▼▼▼

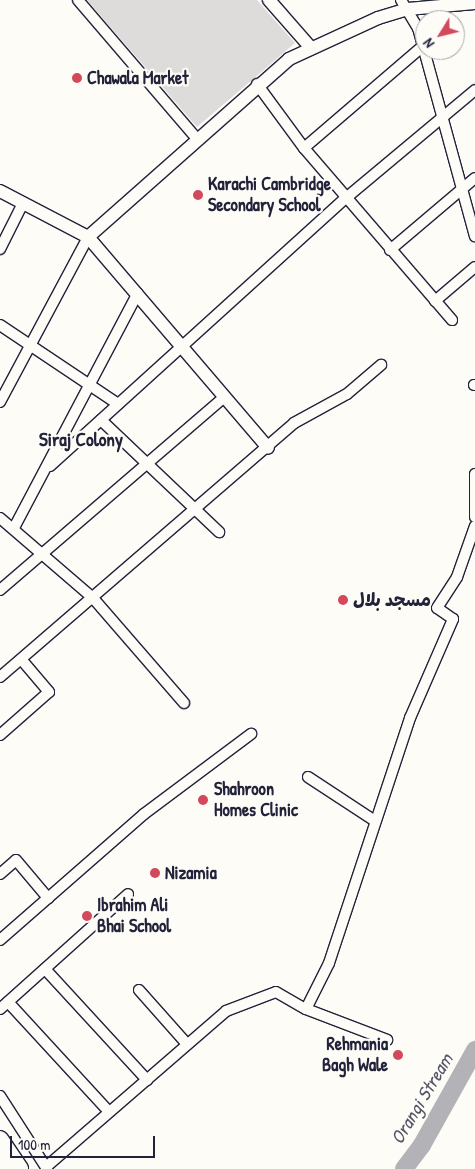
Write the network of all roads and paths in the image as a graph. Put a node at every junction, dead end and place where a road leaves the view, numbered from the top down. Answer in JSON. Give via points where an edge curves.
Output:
{"nodes":[{"id":1,"x":78,"y":0,"type":"edge"},
{"id":2,"x":269,"y":0,"type":"edge"},
{"id":3,"x":475,"y":3,"type":"edge"},
{"id":4,"x":404,"y":5,"type":"edge"},
{"id":5,"x":415,"y":31,"type":"edge"},
{"id":6,"x":311,"y":48,"type":"junction"},
{"id":7,"x":415,"y":53,"type":"edge"},
{"id":8,"x":426,"y":60,"type":"edge"},
{"id":9,"x":257,"y":84,"type":"junction"},
{"id":10,"x":475,"y":90,"type":"edge"},
{"id":11,"x":442,"y":119,"type":"junction"},
{"id":12,"x":196,"y":139,"type":"junction"},
{"id":13,"x":304,"y":148,"type":"junction"},
{"id":14,"x":475,"y":178,"type":"edge"},
{"id":15,"x":462,"y":190,"type":"junction"},
{"id":16,"x":0,"y":191,"type":"edge"},
{"id":17,"x":346,"y":198,"type":"junction"},
{"id":18,"x":23,"y":203,"type":"junction"},
{"id":19,"x":475,"y":236,"type":"edge"},
{"id":20,"x":88,"y":237,"type":"junction"},
{"id":21,"x":0,"y":249,"type":"edge"},
{"id":22,"x":390,"y":250,"type":"junction"},
{"id":23,"x":475,"y":267,"type":"edge"},
{"id":24,"x":138,"y":293,"type":"junction"},
{"id":25,"x":435,"y":301,"type":"junction"},
{"id":26,"x":452,"y":320,"type":"dead end"},
{"id":27,"x":0,"y":326,"type":"edge"},
{"id":28,"x":28,"y":345,"type":"junction"},
{"id":29,"x":182,"y":348,"type":"junction"},
{"id":30,"x":381,"y":365,"type":"dead end"},
{"id":31,"x":90,"y":384,"type":"junction"},
{"id":32,"x":224,"y":397,"type":"junction"},
{"id":33,"x":0,"y":402,"type":"edge"},
{"id":34,"x":118,"y":404,"type":"junction"},
{"id":35,"x":101,"y":420,"type":"junction"},
{"id":36,"x":268,"y":448,"type":"junction"},
{"id":37,"x":145,"y":463,"type":"junction"},
{"id":38,"x":50,"y":466,"type":"junction"},
{"id":39,"x":475,"y":474,"type":"edge"},
{"id":40,"x":194,"y":510,"type":"junction"},
{"id":41,"x":475,"y":517,"type":"edge"},
{"id":42,"x":0,"y":518,"type":"edge"},
{"id":43,"x":15,"y":526,"type":"junction"},
{"id":44,"x":475,"y":526,"type":"edge"},
{"id":45,"x":219,"y":532,"type":"dead end"},
{"id":46,"x":43,"y":552,"type":"junction"},
{"id":47,"x":0,"y":590,"type":"edge"},
{"id":48,"x":93,"y":598,"type":"junction"},
{"id":49,"x":21,"y":659,"type":"junction"},
{"id":50,"x":0,"y":678,"type":"edge"},
{"id":51,"x":184,"y":703,"type":"dead end"},
{"id":52,"x":251,"y":734,"type":"dead end"},
{"id":53,"x":0,"y":735,"type":"edge"},
{"id":54,"x":308,"y":777,"type":"dead end"},
{"id":55,"x":375,"y":821,"type":"junction"},
{"id":56,"x":0,"y":874,"type":"edge"},
{"id":57,"x":128,"y":894,"type":"dead end"},
{"id":58,"x":48,"y":898,"type":"junction"},
{"id":59,"x":0,"y":940,"type":"edge"},
{"id":60,"x":45,"y":969,"type":"junction"},
{"id":61,"x":139,"y":990,"type":"dead end"},
{"id":62,"x":8,"y":1002,"type":"junction"},
{"id":63,"x":0,"y":1009,"type":"edge"},
{"id":64,"x":306,"y":1009,"type":"junction"},
{"id":65,"x":386,"y":1040,"type":"dead end"},
{"id":66,"x":188,"y":1044,"type":"junction"},
{"id":67,"x":147,"y":1080,"type":"junction"},
{"id":68,"x":0,"y":1096,"type":"edge"},
{"id":69,"x":109,"y":1112,"type":"junction"},
{"id":70,"x":0,"y":1139,"type":"edge"},
{"id":71,"x":0,"y":1161,"type":"edge"},
{"id":72,"x":47,"y":1168,"type":"edge"},
{"id":73,"x":5,"y":1169,"type":"edge"},
{"id":74,"x":20,"y":1169,"type":"edge"}],
"edges":[{"from":1,"to":12,"type":"street"},
{"from":2,"to":6,"type":"street"},
{"from":3,"to":4,"type":"street"},
{"from":4,"to":5,"type":"street"},
{"from":4,"to":6,"type":"street"},
{"from":6,"to":9,"type":"street"},
{"from":7,"to":13,"type":"street"},
{"from":8,"to":11,"type":"street"},
{"from":9,"to":12,"type":"street"},
{"from":9,"to":13,"type":"street"},
{"from":10,"to":11,"type":"street"},
{"from":11,"to":15,"type":"street"},
{"from":11,"to":17,"type":"street"},
{"from":12,"to":20,"type":"street"},
{"from":13,"to":17,"type":"street"},
{"from":14,"to":15,"type":"street"},
{"from":15,"to":19,"type":"street"},
{"from":15,"to":22,"type":"street"},
{"from":16,"to":18,"type":"street"},
{"from":17,"to":22,"type":"street"},
{"from":17,"to":29,"type":"street"},
{"from":18,"to":20,"type":"street"},
{"from":18,"to":21,"type":"street"},
{"from":20,"to":24,"type":"street"},
{"from":20,"to":28,"type":"street"},
{"from":22,"to":25,"type":"street"},
{"from":23,"to":25,"type":"street"},
{"from":24,"to":29,"type":"street"},
{"from":24,"to":31,"type":"street"},
{"from":25,"to":26,"type":"street"},
{"from":27,"to":28,"type":"street"},
{"from":28,"to":31,"type":"street"},
{"from":28,"to":33,"type":"street"},
{"from":29,"to":32,"type":"street"},
{"from":29,"to":34,"type":"street"},
{"from":30,"to":36,"type":"street","via":[[347,394],[304,415]]},
{"from":31,"to":34,"type":"street"},
{"from":31,"to":38,"type":"street"},
{"from":32,"to":36,"type":"street"},
{"from":32,"to":37,"type":"street"},
{"from":34,"to":35,"type":"street"},
{"from":35,"to":37,"type":"street"},
{"from":35,"to":38,"type":"street"},
{"from":36,"to":40,"type":"street"},
{"from":37,"to":40,"type":"street"},
{"from":37,"to":46,"type":"street"},
{"from":38,"to":43,"type":"street"},
{"from":39,"to":41,"type":"street"},
{"from":40,"to":45,"type":"street"},
{"from":40,"to":48,"type":"street"},
{"from":42,"to":43,"type":"street"},
{"from":43,"to":46,"type":"street"},
{"from":44,"to":55,"type":"street","via":[[458,577],[438,608],[453,619],[410,718]]},
{"from":46,"to":47,"type":"street"},
{"from":46,"to":48,"type":"street"},
{"from":48,"to":49,"type":"street"},
{"from":48,"to":51,"type":"street"},
{"from":49,"to":50,"type":"street"},
{"from":49,"to":53,"type":"street","via":[[49,692]]},
{"from":52,"to":58,"type":"street","via":[[144,814]]},
{"from":54,"to":55,"type":"street"},
{"from":55,"to":64,"type":"street","via":[[329,963]]},
{"from":56,"to":58,"type":"street","via":[[16,860]]},
{"from":57,"to":60,"type":"street"},
{"from":58,"to":59,"type":"street"},
{"from":60,"to":62,"type":"street"},
{"from":60,"to":67,"type":"street"},
{"from":61,"to":66,"type":"street"},
{"from":62,"to":63,"type":"street"},
{"from":62,"to":69,"type":"street"},
{"from":64,"to":65,"type":"street"},
{"from":64,"to":66,"type":"street","via":[[276,992],[226,1011]]},
{"from":66,"to":67,"type":"street"},
{"from":67,"to":69,"type":"street"},
{"from":68,"to":72,"type":"street"},
{"from":69,"to":72,"type":"street"},
{"from":70,"to":74,"type":"highway"},
{"from":71,"to":73,"type":"highway"}]}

▲▲▲

Search the records for the string "dead" and, wherever a line contains it, please copy that line.

Write the network of all roads and paths in the image as a graph. Put a node at every junction, dead end and place where a road leaves the view, numbered from the top down. Answer in JSON. Give via points where an edge curves.
{"id":26,"x":452,"y":320,"type":"dead end"},
{"id":30,"x":381,"y":365,"type":"dead end"},
{"id":45,"x":219,"y":532,"type":"dead end"},
{"id":51,"x":184,"y":703,"type":"dead end"},
{"id":52,"x":251,"y":734,"type":"dead end"},
{"id":54,"x":308,"y":777,"type":"dead end"},
{"id":57,"x":128,"y":894,"type":"dead end"},
{"id":61,"x":139,"y":990,"type":"dead end"},
{"id":65,"x":386,"y":1040,"type":"dead end"},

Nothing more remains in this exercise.